Health Communication and Journalists: The French Legal Framework and Its Gray Areas
A journalist or media consultant has no obligation to disclose an illness. French law protects privacy, including for those in the public eye. However, practice shows that prolonged silence generates speculation that can be more intrusive than the revelation itself.
Pierre Servent chose a middle path: no press conference, no orchestrated official communication, but no denial when the question was raised. This approach aligns with what crisis communication professionals recommend for public figures facing health issues.
What the Journalists’ Collective Agreement Does Not Provide
The national collective agreement for journalists regulates sick leave but does not include specific provisions for journalists whose job involves regular physical exposure. A news presenter absent for several weeks due to chemotherapy finds themselves under the same legal framework as a web editor, even though the professional consequences differ radically.
This lack of a specific framework leaves each newsroom to manage on a case-by-case basis. Some offer informal accommodations (remote duplex interventions, reduction in the number of weekly appearances). Others maintain a straightforward replacement logic, effectively pushing the sick journalist towards complete withdrawal.

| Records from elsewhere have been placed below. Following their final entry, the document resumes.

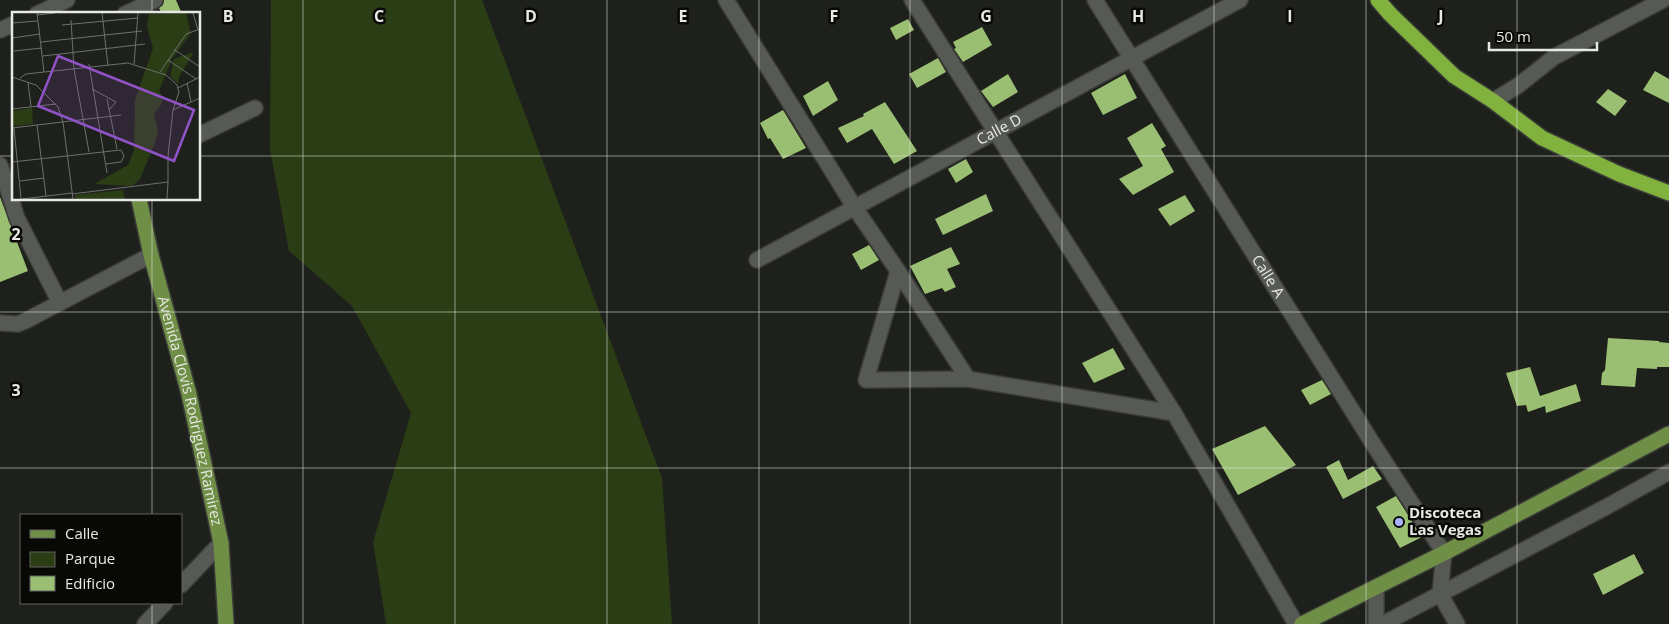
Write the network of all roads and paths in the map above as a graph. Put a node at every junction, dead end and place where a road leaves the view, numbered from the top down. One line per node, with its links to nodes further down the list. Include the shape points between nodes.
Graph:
1 (67, 0): 9 (street); 10 (street)
2 (154, 0): 11 (street)
3 (726, 0): 22 (street)
4 (912, 0): 17 (street)
5 (1095, 0): 14 (street, Calle A)
6 (1240, 0): 14 (street, Calle D)
7 (1378, 0): 15 (highway, via 1454,76)
8 (1663, 0): 15 (street, via 1554,57)
9 (41, 12)
10 (71, 12)
11 (129, 12)
12 (12, 25): 13 (street)
13 (0, 30)
14 (1132, 58): 17 (street, Calle D); 33 (street, Calle A)
15 (1493, 101): 20 (highway, via 1542,138)
16 (255, 108): 18 (street)
17 (996, 131): 22 (street, Calle D); 29 (street)
18 (200, 136)
19 (0, 165): 26 (street, via 17,218)
20 (1669, 193)
21 (138, 200): 23 (main road, Avenida Clovis Rodriguez Ramirez)
22 (856, 208): 24 (street, Calle D); 25 (street)
23 (150, 255): 26 (street); 32 (main road, Avenida Clovis Rodriguez Ramirez, via 189,394)
24 (757, 260)
25 (898, 271): 28 (street); 28 (street, via 866,380)
26 (60, 303): 27 (street, via 18,324)
27 (0, 323)
28 (968, 379): 29 (street)
29 (1174, 413): 40 (street)
30 (1669, 434): 33 (main road)
31 (1669, 472): 36 (street)
32 (221, 543): 34 (street); 39 (main road, Avenida Clovis Rodriguez Ramirez)
33 (1444, 553): 35 (main road); 36 (street)
34 (182, 584)
35 (1376, 587): 41 (main road); 42 (street)
36 (1440, 594): 43 (street); 44 (street)
37 (164, 604): 38 (street)
38 (145, 624)
39 (226, 624)
40 (1296, 624)
41 (1302, 624)
42 (1376, 624)
43 (1383, 624)
44 (1456, 624)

Serious Illness and Defense Expertise: The Question of Succession
Pierre Servent’s case also highlights a structural problem in the French media landscape. Recognized defense consultants are few and far between. When one of them is weakened by illness, newsrooms struggle to find a replacement with the same combination of military expertise, institutional network, and on-screen ease.
This rarity partly explains why Pierre Servent continued to appear during his treatment. The pressure is not only personal: it also comes from a media ecosystem that relies on a limited number of identified voices on defense and geopolitical issues.
Pierre Servent’s journey in facing his multiple myeloma has at least helped to shed light on a blind spot in the profession. A journalist or media consultant’s serious illness is not just a private matter: it raises questions about newsroom practices, public expectations, and the gaps in a professional framework that has not been designed for these situations.